The films of Ozu tried to restore the Japanese family, to renew its strength and meaning—"Of all Japanese directors," writes Joan Mellen in her book The Waves at Genji's Door, "no one [lamented] the disintegration of the old family system more than Yasujiro Ozu." (Mellen also contributed an essay to the commemorative book for A Man Vanishes: The Legacy of Shohei Imamura, the touring program that opens this week at Northwest Film Forum.) Ozu's project was to uphold the traditional Japanese family; Imamura's was to explode it. The rebel's dynamite? The will and sexuality of the poor Japanese female.

The program starts with a rare screening of Stolen Desire (1958). Chronologically, this makes sense, as it is Imamura's first film. But the real point of entry to his turbulent world is Insect Woman. It is here that the director's rebellion is out in the open. The family and its direct ties to state power are reduced to rubble. Nothing can control female energy. In Intentions of Murder (1964), even a rapist is ultimately destroyed by it.

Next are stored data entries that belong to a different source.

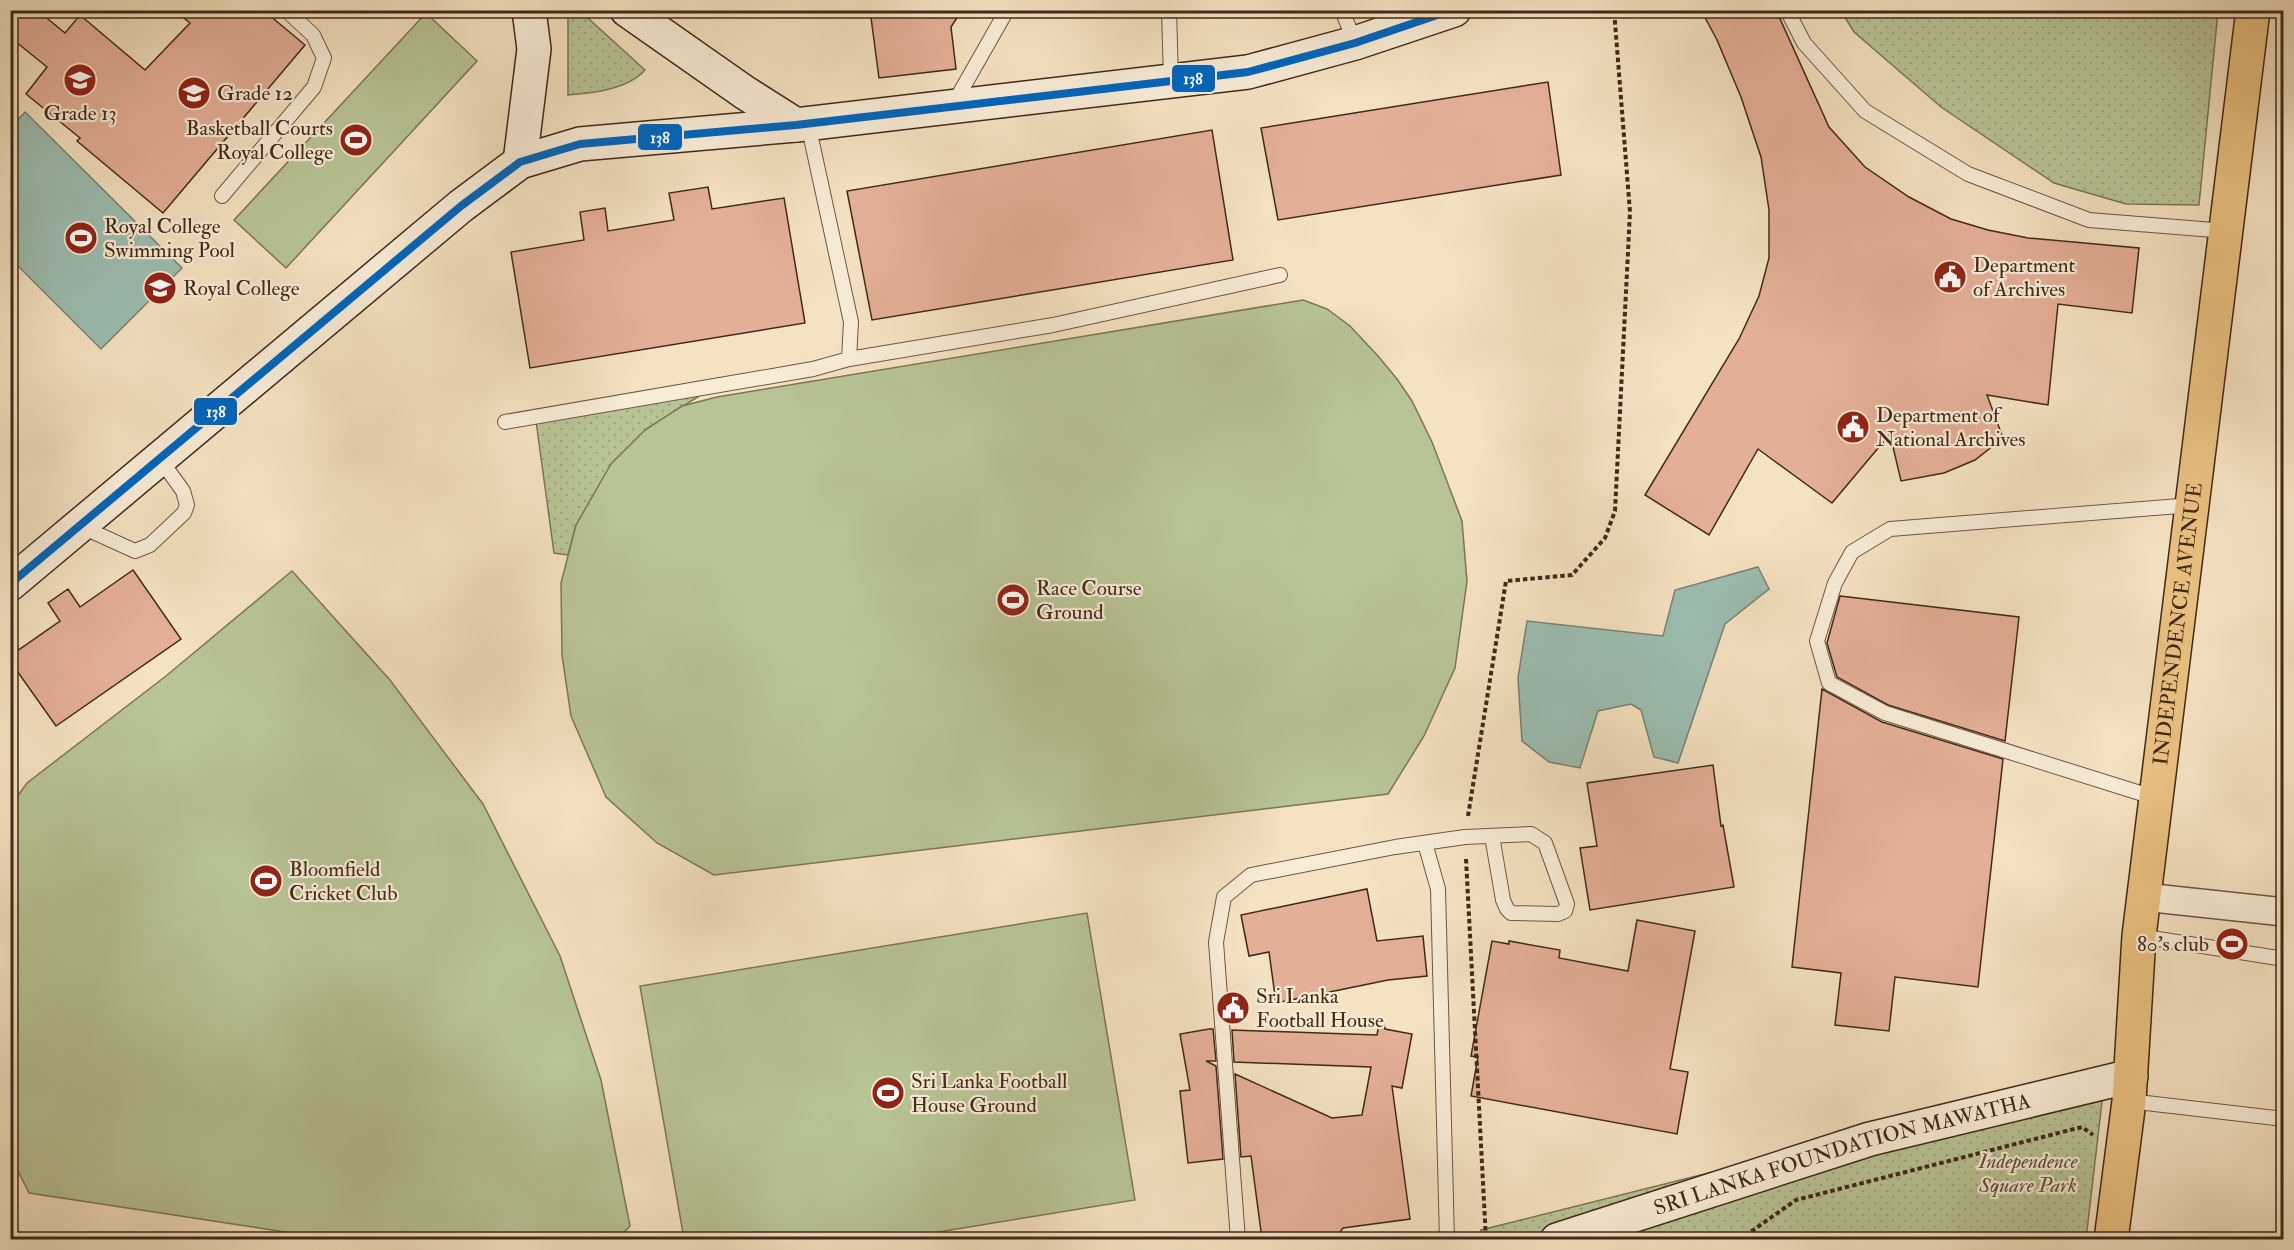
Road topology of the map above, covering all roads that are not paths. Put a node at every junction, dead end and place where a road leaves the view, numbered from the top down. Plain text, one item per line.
1 (286, 10) edge
2 (529, 10) edge
3 (627, 10) edge
4 (1007, 10) edge
5 (1169, 10) edge
6 (1342, 10) edge
7 (1454, 10) edge
8 (1787, 10) edge
9 (2253, 10) edge
10 (1355, 43) junction
11 (1171, 81) junction
12 (952, 107) junction
13 (802, 124) junction
14 (520, 162) junction
15 (222, 196) dead end
16 (2226, 231) junction
17 (1280, 275) dead end
18 (849, 359) junction
19 (505, 422) dead end
20 (160, 459) junction
21 (2192, 505) junction
22 (80, 526) junction
23 (10, 585) edge
24 (2156, 798) junction
25 (1492, 836) junction
26 (1425, 843) junction
27 (2144, 897) junction
28 (2283, 912) edge
29 (2139, 936) junction
30 (2283, 959) edge
31 (2130, 1088) junction
32 (2283, 1119) edge
33 (1238, 1239) edge
34 (1447, 1239) edge
35 (1557, 1239) edge
36 (2111, 1239) edge

1 - 15 lane
2 - 14 main road
3 - 13 main road
4 - 12 lane
5 - 11 lane
6 - 10 lane
7 - 10 main road
8 - 16 lane
9 - 16 main road, INDEPENDENCE AVENUE
10 - 11 main road
11 - 12 main road
12 - 13 main road
13 - 14 main road
13 - 18 lane
14 - 20 main road
16 - 21 main road, INDEPENDENCE AVENUE
17 - 18 lane
18 - 19 lane
20 - 22 main road
20 - 22 lane
21 - 24 main road, INDEPENDENCE AVENUE
21 - 24 lane
22 - 23 main road
24 - 27 main road, INDEPENDENCE AVENUE
25 - 25 lane
25 - 26 lane
26 - 33 lane
26 - 34 lane
27 - 28 street
27 - 29 main road, INDEPENDENCE AVENUE
29 - 30 lane
29 - 31 main road, INDEPENDENCE AVENUE
31 - 32 lane
31 - 35 main road, SRI LANKA FOUNDATION MAWATHA
31 - 36 main road, INDEPENDENCE AVENUE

The theme of female power reaches beyond Imamura's most fertile period. In The Ballad of Narayama (1983), it takes the form of an old woman who does not age; in The Eel (1997), it is the return of a murdered wife; and in Imamura's final feature film, Warm Water Under a Red Bridge (2001), it is a woman's immense and watery orgasm. Though these powers are ancient, they are not safe; they do not reinforce household codes and time-honored values. These powers are disruptive and feared. Indeed, the woman in The Ballad of Narayama is so disturbed by her body's resistance to aging that she knocks out her own front teeth. She wants to be what society wants her to be: a sick old woman. A healthy (and therefore still sexual) old woman is a natural enemy to the patriarchal order of the Japanese family.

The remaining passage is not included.